Task description
Say how many lines of these entries include the word "проспект", and answer with the number alone.

=== Provided information ===

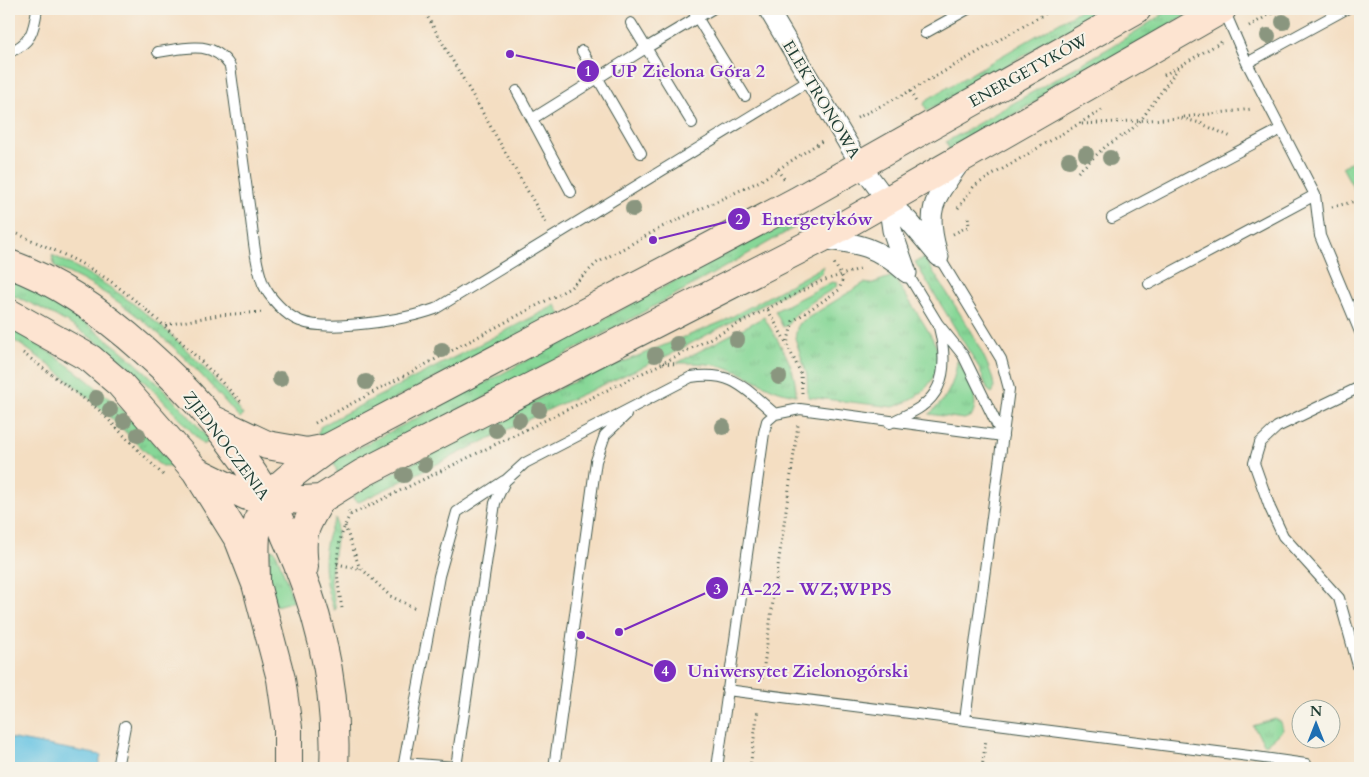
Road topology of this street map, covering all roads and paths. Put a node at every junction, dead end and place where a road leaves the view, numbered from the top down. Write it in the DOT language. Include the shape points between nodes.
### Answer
graph roads {
  1 [pos="38,9"];
  2 [pos="423,9"];
  3 [pos="712,9"];
  4 [pos="768,9"];
  5 [pos="968,9"];
  6 [pos="1053,9"];
  7 [pos="1137,9"];
  8 [pos="1222,9"];
  9 [pos="1280,9"];
  10 [pos="1346,9"];
  11 [pos="695,13"];
  12 [pos="631,23"];
  13 [pos="925,34"];
  14 [pos="1234,35"];
  15 [pos="646,48"];
  16 [pos="582,51"];
  17 [pos="9,52"];
  18 [pos="158,52"];
  19 [pos="1247,63"];
  20 [pos="1181,65"];
  21 [pos="599,78"];
  22 [pos="1156,79"];
  23 [pos="810,80"];
  24 [pos="517,91"];
  25 [pos="910,91"];
  26 [pos="745,96"];
  27 [pos="1107,106"];
  28 [pos="919,108"];
  29 [pos="1270,109"];
  30 [pos="857,118"];
  31 [pos="1181,118"];
  32 [pos="532,120"];
  33 [pos="1141,120"];
  34 [pos="692,124"];
  35 [pos="1079,124"];
  36 [pos="1281,129"];
  37 [pos="824,140"];
  38 [pos="1247,146"];
  39 [pos="641,153"];
  40 [pos="962,160"];
  41 [pos="860,164"];
  42 [pos="1078,172"];
  43 [pos="571,192"];
  44 [pos="1315,195"];
  45 [pos="1360,200"];
  46 [pos="888,202"];
  47 [pos="1317,210"];
  48 [pos="954,212"];
  49 [pos="968,216"];
  50 [pos="1112,218"];
  51 [pos="969,226"];
  52 [pos="554,237"];
  53 [pos="820,239"];
  54 [pos="939,258"];
  55 [pos="9,264"];
  56 [pos="866,266"];
  57 [pos="837,268"];
  58 [pos="907,272"];
  59 [pos="841,274"];
  60 [pos="1149,284"];
  61 [pos="768,310"];
  62 [pos="286,312"];
  63 [pos="9,313"];
  64 [pos="938,324"];
  65 [pos="165,325"];
  66 [pos="1360,332"];
  67 [pos="788,344"];
  68 [pos="16,347"];
  69 [pos="1360,387"];
  70 [pos="802,397"];
  71 [pos="634,407"];
  72 [pos="774,414"];
  73 [pos="212,419"];
  74 [pos="798,423"];
  75 [pos="890,423"];
  76 [pos="306,428"];
  77 [pos="1003,436"];
  78 [pos="328,448"];
  79 [pos="196,471"];
  80 [pos="170,481"];
  81 [pos="505,481"];
  82 [pos="269,499"];
  83 [pos="334,502"];
  84 [pos="345,525"];
  85 [pos="336,564"];
  86 [pos="360,569"];
  87 [pos="305,578"];
  88 [pos="256,584"];
  89 [pos="432,615"];
  90 [pos="1360,673"];
  91 [pos="762,682"];
  92 [pos="727,690"];
  93 [pos="758,706"];
  94 [pos="965,720"];
  95 [pos="125,726"];
  96 [pos="987,736"];
  97 [pos="440,767"];
  98 [pos="117,768"];
  99 [pos="288,768"];
  100 [pos="334,768"];
  101 [pos="458,768"];
  102 [pos="554,768"];
  103 [pos="717,768"];
  104 [pos="750,768"];
  105 [pos="982,768"];
  106 [pos="1307,768"];
  1 -- 17 [label="lane" via="34,30 21,48"];
  2 -- 52 [label="path"];
  3 -- 11 [label="lane"];
  4 -- 23 [label="street, ELEKTRONOWA"];
  5 -- 13 [label="lane"];
  6 -- 25 [label="path"];
  7 -- 41 [label="main road, ENERGETYKÓW"];
  8 -- 14 [label="lane"];
  8 -- 40 [label="main road"];
  9 -- 14 [label="path"];
  10 -- 19 [label="lane"];
  11 -- 15 [label="lane"];
  11 -- 26 [label="lane"];
  12 -- 15 [label="lane"];
  14 -- 19 [label="lane"];
  14 -- 20 [label="path"];
  15 -- 21 [label="lane"];
  15 -- 34 [label="lane"];
  16 -- 21 [label="lane"];
  18 -- 62 [label="lane" via="200,46 223,55 230,66 260,269 264,285"];
  19 -- 29 [label="lane"];
  20 -- 22 [label="path"];
  20 -- 33 [label="path"];
  21 -- 32 [label="lane"];
  21 -- 39 [label="lane"];
  23 -- 41 [label="street, ELEKTRONOWA"];
  23 -- 52 [label="lane"];
  24 -- 32 [label="lane"];
  25 -- 28 [label="path"];
  25 -- 30 [label="path"];
  27 -- 35 [label="path"];
  29 -- 31 [label="path"];
  29 -- 36 [label="lane"];
  31 -- 33 [label="path"];
  31 -- 38 [label="path" via="1219,131"];
  32 -- 43 [label="lane"];
  33 -- 35 [label="path"];
  33 -- 42 [label="path"];
  35 -- 48 [label="path" via="974,186"];
  36 -- 38 [label="lane"];
  36 -- 44 [label="lane"];
  37 -- 76 [label="path" via="760,180 662,226 597,263 570,288"];
  38 -- 50 [label="lane"];
  40 -- 46 [label="main road"];
  40 -- 54 [label="street" via="941,190 932,213 930,226"];
  41 -- 46 [label="street, ELEKTRONOWA"];
  41 -- 78 [label="main road, ENERGETYKÓW"];
  44 -- 47 [label="lane"];
  44 -- 60 [label="lane"];
  45 -- 47 [label="path"];
  46 -- 53 [label="main road"];
  46 -- 54 [label="street, ELEKTRONOWA" via="908,220"];
  46 -- 58 [label="street" via="892,230"];
  47 -- 66 [label="lane" via="1320,236"];
  49 -- 51 [label="path"];
  52 -- 62 [label="lane" via="465,292 420,314 352,324 320,325 300,322"];
  53 -- 58 [label="street" via="875,249"];
  53 -- 83 [label="main road" via="372,468"];
  54 -- 77 [label="lane" via="1001,359 1009,389"];
  55 -- 73 [label="main road, ZJEDNOCZENIA" via="63,289 109,319 175,377"];
  56 -- 59 [label="path"];
  57 -- 59 [label="path"];
  58 -- 64 [label="lane"];
  59 -- 61 [label="path" via="819,282"];
  59 -- 67 [label="path" via="839,290 793,321"];
  61 -- 67 [label="path"];
  61 -- 83 [label="path" via="350,515"];
  62 -- 65 [label="path" via="219,314"];
  63 -- 79 [label="main road" via="91,359 120,384"];
  64 -- 75 [label="lane" via="944,351 943,375 936,392 922,406"];
  64 -- 77 [label="lane" via="963,355"];
  67 -- 70 [label="path" via="801,374"];
  68 -- 80 [label="path" via="99,410"];
  69 -- 90 [label="lane" via="1278,427 1260,443 1254,463 1283,536 1339,598"];
  71 -- 72 [label="lane" via="691,377 712,374 736,381"];
  71 -- 81 [label="lane" via="525,463"];
  71 -- 102 [label="lane" via="606,435 596,461"];
  72 -- 75 [label="lane" via="800,409"];
  72 -- 92 [label="lane" via="767,421 764,434"];
  73 -- 78 [label="main road" via="267,445 307,452"];
  73 -- 82 [label="main road, ZJEDNOCZENIA"];
  74 -- 91 [label="path"];
  75 -- 77 [label="lane"];
  77 -- 94 [label="lane"];
  78 -- 82 [label="main road, ENERGETYKÓW" via="281,483"];
  79 -- 82 [label="main road" via="247,496"];
  79 -- 88 [label="main road" via="239,540"];
  81 -- 89 [label="lane" via="457,512"];
  81 -- 101 [label="lane" via="495,503"];
  82 -- 83 [label="main road"];
  82 -- 87 [label="main road, ZJEDNOCZENIA"];
  82 -- 88 [label="main road, ENERGETYKÓW" via="257,526"];
  83 -- 87 [label="main road" via="306,525 301,542"];
  84 -- 86 [label="path"];
  85 -- 86 [label="path"];
  86 -- 89 [label="path" via="390,596"];
  87 -- 100 [label="main road, ZJEDNOCZENIA" via="330,679"];
  88 -- 99 [label="main road" via="281,679 288,728"];
  89 -- 97 [label="lane" via="404,763"];
  92 -- 94 [label="lane"];
  92 -- 103 [label="lane"];
  93 -- 104 [label="path"];
  94 -- 106 [label="lane" via="1306,764"];
  95 -- 98 [label="lane"];
  96 -- 105 [label="path"];
  97 -- 101 [label="lane"];
}
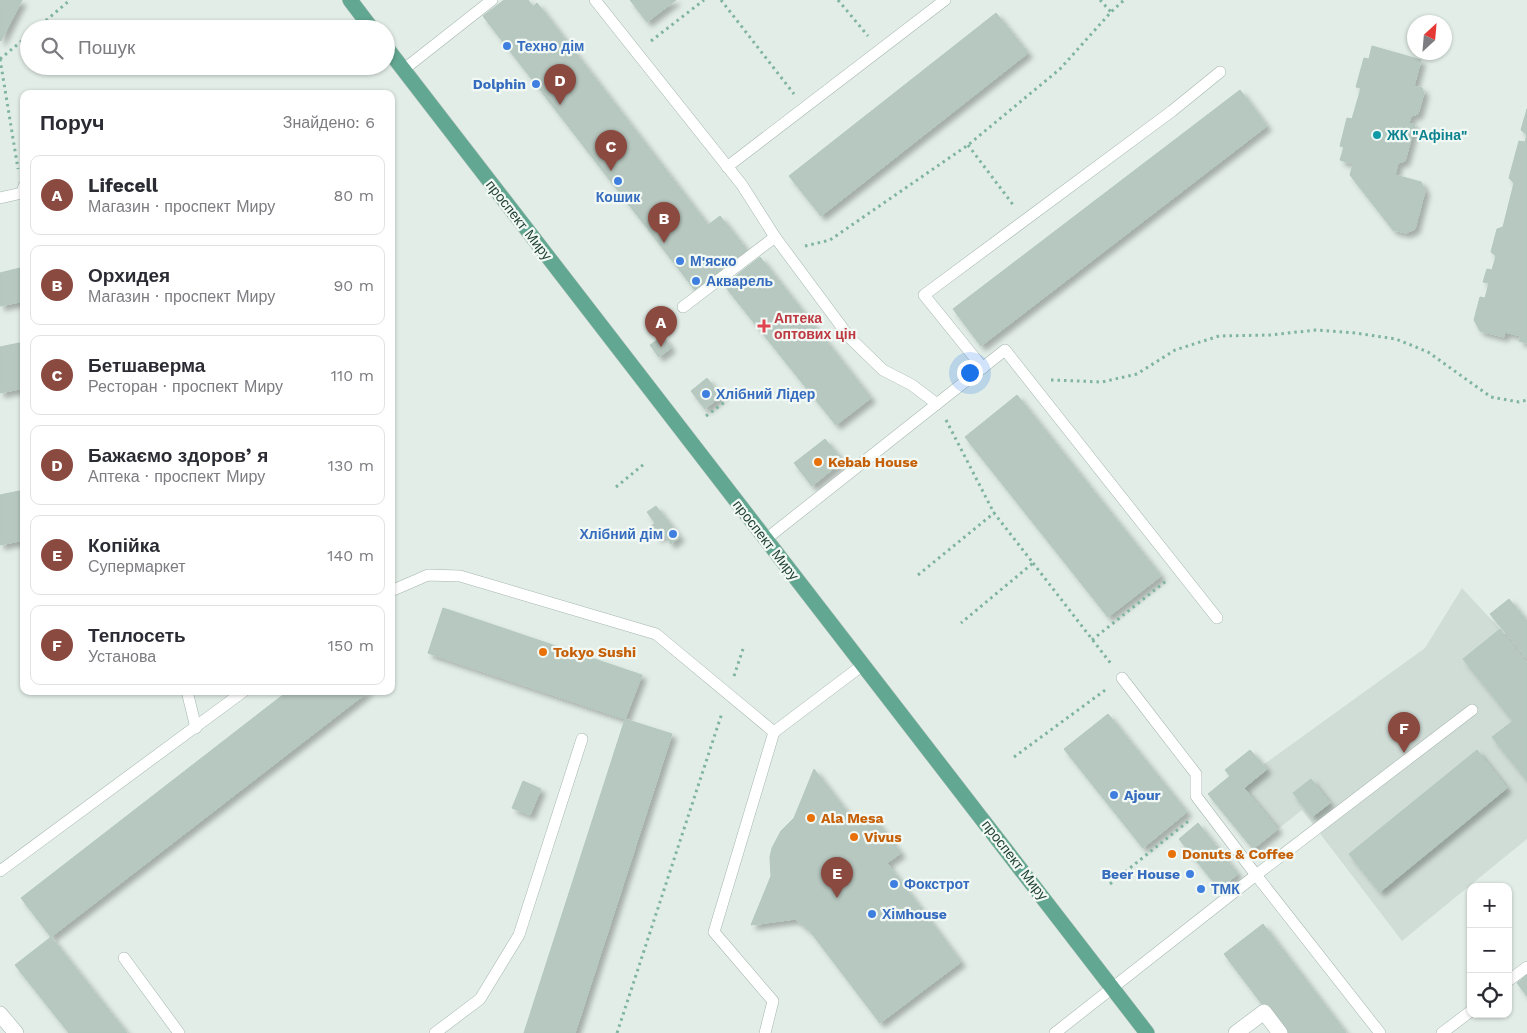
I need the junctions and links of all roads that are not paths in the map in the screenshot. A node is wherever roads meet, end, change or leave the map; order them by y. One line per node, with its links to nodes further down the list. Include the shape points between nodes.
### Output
1 (350, 0): 5 (main road)
2 (492, 0): 7 (lane)
3 (595, 0): 9 (lane)
4 (946, 0): 9 (lane)
5 (365, 20)
6 (395, 60): 7 (main road, проспект Миру)
7 (403, 70): 16 (main road, проспект Миру)
8 (1220, 72): 14 (lane, via 924,295)
9 (727, 167): 12 (lane)
10 (20, 191): 11 (lane)
11 (0, 198)
12 (775, 237): 13 (lane); 15 (lane, via 850,338 883,370 912,385)
13 (683, 307)
14 (983, 368): 15 (lane); 18 (lane, via 1005,350)
15 (937, 404): 16 (lane)
16 (766, 539): 19 (main road, проспект Миру)
17 (395, 588): 25 (lane, via 428,575 460,576 656,634)
18 (1217, 618)
19 (864, 664): 25 (lane); 32 (main road, проспект Миру)
20 (1122, 678): 28 (lane, via 1196,774 1196,796)
21 (189, 695): 24 (lane)
22 (239, 695): 24 (lane)
23 (1472, 710): 28 (lane)
24 (196, 728): 27 (lane)
25 (774, 732): 38 (lane, via 714,932 773,1001)
26 (582, 739): 37 (lane, via 520,935 480,999)
27 (0, 871)
28 (1256, 875): 32 (lane); 43 (lane)
29 (124, 958): 36 (lane)
30 (1527, 967): 31 (lane)
31 (1512, 978)
32 (1112, 987): 39 (lane); 40 (main road, проспект Миру)
33 (1467, 1013): 44 (lane)
34 (0, 1014): 35 (street)
35 (16, 1033)
36 (179, 1033)
37 (435, 1033)
38 (765, 1033)
39 (1055, 1033)
40 (1147, 1033)
41 (1236, 1033): 42 (street, via 1264,1012)
42 (1280, 1033)
43 (1380, 1033)
44 (1442, 1033)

===

Expected answer
5